At this point, the private property idea is strictly a one-sided affair as decided by the physically superior. This individual successfully directs his actions and accomplishes much. He builds a shelter and gathers and stores a substantial amount of food. Then one day he thinks of something he would like to have, but this thing is beyond his territory. He has no fear of the other individual, so he sets out to get it. Returning some time later, he finds that his store of food is gone. The other individual has come while he was away and carried it off.

He valued his store of food more highly than the thing he had gone after, so he lost in the exchange. Yet, he valued both and preferred to have both. The question is, how? Answer? By making an agreement with the other individual which would be conducive to this end. Property lines are defined and rules of conduct are agreed upon to accomplish this goal. Such is the birth of the concept, individual rights. Individual rights - one step removed. Each owns and each controls his own property. They trade and each prospers from this social action. Then one day, there emerges from the sea a third individual. Again the same fundamental options are available, plus a few more. Since it is established that each of the first two individuals agree that value is derived from a social existence based on the concept of individual rights and private property, it might be assumed that these two individuals would combine their physical force, if necessary, to preserve this relationship. Thus they could exclude or include the third individual in respect of mutual personal preferences.

It might be assumed, but volition can negate arbitrary assumption. The third individual could combine his physical strength with either of the first two and take over the property or life of the other. They could accept "majority rule", which is regression to jungle existence. This circles back to the "no ownership" situation with the actual controller and owner hidden behind the abstract, majority. After the "majority rule" decision, the survivors, or "victors", might again talk about individual rights but the words serve only to self-delude.

You might ask, Where did these two individuals each get a right to this property in the first place? Since no one can produce an original deed to Earth, it is often argued that the Earth belongs to all. The question not addressed is that since "all" is an abstract, how is "collective ownership" going to work in practice. It doesn't because its an illusion. Nevertheless, many subscribe to the illusion and presume to build a social structure upon it. This is where many theories of "natural rights" are usually offered in eternal arguments about what those "natural rights" are. They ignore the individual and ask the wrong questions. The defining question is, How are rights established? They are established by individual choice; a choice to cooperate rather than conquer. I'm quite sure that the idea of rights being left up to individual choice rather than being "natural rights" is a terrifying thought to the "inalienable rights" believers, but that's the way it is; an ongoing and ever-present responsibility to choose a course of action compatible with the end consciously desired. This fact doesn't present a problem, but denying it does.

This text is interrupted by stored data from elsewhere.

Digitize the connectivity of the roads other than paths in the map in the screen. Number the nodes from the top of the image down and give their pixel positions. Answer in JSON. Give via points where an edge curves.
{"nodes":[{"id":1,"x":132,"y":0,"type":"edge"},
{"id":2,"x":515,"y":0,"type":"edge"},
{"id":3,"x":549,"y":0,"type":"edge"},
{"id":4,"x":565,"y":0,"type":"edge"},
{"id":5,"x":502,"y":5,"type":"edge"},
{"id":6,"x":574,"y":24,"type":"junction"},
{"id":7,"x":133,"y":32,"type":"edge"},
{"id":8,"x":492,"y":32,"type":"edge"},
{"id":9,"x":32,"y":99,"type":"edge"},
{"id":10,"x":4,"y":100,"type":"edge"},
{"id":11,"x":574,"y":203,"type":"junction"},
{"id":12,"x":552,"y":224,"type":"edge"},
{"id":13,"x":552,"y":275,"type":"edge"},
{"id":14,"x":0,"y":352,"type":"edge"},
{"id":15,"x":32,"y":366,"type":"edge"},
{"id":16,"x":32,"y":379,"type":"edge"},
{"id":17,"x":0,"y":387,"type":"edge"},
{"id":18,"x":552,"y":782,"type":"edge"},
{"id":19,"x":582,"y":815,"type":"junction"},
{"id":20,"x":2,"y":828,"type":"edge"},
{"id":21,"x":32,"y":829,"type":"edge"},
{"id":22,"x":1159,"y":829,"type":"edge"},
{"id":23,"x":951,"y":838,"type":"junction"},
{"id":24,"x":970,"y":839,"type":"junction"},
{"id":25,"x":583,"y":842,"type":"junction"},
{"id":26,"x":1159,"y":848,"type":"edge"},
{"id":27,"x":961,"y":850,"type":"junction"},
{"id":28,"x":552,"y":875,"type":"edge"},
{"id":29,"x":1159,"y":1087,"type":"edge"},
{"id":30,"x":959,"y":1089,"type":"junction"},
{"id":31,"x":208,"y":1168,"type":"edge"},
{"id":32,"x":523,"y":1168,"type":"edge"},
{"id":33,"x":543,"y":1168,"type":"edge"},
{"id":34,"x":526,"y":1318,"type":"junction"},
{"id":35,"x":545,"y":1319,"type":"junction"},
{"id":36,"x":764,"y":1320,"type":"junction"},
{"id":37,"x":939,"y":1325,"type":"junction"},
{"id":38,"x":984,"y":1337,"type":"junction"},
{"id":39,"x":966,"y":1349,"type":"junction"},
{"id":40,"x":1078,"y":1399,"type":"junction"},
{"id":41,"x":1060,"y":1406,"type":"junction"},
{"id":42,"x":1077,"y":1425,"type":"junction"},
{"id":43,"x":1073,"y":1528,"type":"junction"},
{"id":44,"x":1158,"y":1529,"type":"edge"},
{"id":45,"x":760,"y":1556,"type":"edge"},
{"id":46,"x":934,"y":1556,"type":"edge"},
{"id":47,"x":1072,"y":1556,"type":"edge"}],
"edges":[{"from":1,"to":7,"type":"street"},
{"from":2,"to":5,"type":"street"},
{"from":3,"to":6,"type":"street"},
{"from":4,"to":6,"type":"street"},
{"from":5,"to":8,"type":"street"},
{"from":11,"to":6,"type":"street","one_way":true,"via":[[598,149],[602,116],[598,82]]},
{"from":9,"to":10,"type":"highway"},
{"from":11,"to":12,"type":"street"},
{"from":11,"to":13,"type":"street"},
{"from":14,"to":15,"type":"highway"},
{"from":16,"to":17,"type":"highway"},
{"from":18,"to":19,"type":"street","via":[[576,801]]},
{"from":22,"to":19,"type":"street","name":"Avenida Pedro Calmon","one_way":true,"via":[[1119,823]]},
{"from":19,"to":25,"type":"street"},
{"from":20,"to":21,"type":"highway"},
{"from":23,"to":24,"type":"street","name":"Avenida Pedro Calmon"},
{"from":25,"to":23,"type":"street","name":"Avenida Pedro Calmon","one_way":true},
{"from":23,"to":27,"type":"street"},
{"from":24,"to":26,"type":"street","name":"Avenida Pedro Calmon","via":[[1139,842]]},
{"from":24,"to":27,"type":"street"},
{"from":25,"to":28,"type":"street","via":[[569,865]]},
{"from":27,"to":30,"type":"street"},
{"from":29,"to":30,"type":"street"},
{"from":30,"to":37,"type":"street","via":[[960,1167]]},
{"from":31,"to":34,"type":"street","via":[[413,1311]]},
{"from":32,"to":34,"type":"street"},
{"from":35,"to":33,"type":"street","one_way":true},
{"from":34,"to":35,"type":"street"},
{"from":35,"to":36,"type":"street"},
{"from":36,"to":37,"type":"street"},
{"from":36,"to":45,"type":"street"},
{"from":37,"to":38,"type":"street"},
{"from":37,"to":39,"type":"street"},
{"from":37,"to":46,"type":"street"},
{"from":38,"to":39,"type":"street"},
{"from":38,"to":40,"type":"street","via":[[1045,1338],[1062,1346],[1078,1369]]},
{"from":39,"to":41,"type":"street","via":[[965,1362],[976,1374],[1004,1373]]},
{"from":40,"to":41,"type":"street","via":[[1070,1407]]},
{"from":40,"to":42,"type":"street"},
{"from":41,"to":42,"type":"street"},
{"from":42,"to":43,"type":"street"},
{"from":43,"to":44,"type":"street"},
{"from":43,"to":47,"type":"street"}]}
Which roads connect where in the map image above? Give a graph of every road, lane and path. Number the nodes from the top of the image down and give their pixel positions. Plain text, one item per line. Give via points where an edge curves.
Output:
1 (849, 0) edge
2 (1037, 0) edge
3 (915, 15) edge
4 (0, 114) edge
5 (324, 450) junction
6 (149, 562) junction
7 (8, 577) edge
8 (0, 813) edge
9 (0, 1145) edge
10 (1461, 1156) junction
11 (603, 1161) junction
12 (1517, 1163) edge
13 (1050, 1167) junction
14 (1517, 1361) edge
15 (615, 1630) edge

Rights are but means to an end and can be validated or invalidated only in this context. In the preceding illustration, we have assumed the desired end to be social cooperation and peaceful trade. As rights are means to an end, a right refers to action. Since rights refer to actions, the term rights has definitive meaning only in reference to an entity with the capacity to act, i.e., an individual human being. Declarations such as "society's rights vs individual rights", "rights retained by the people", "state's rights", "minority rights", and all the other claimed "abstract rights" are god concept illusions that actually deny the concept, rights. They are posited for the purpose of self delusion and to "justify" might and rule. In an official governmental system where "rights" are a matter of feeling and force, is it any wonder that instead of the concept rights being a means to peacefully resolve conflicting differences, "rights" are the source of conflict. (Yes, reality mentally reversed again.)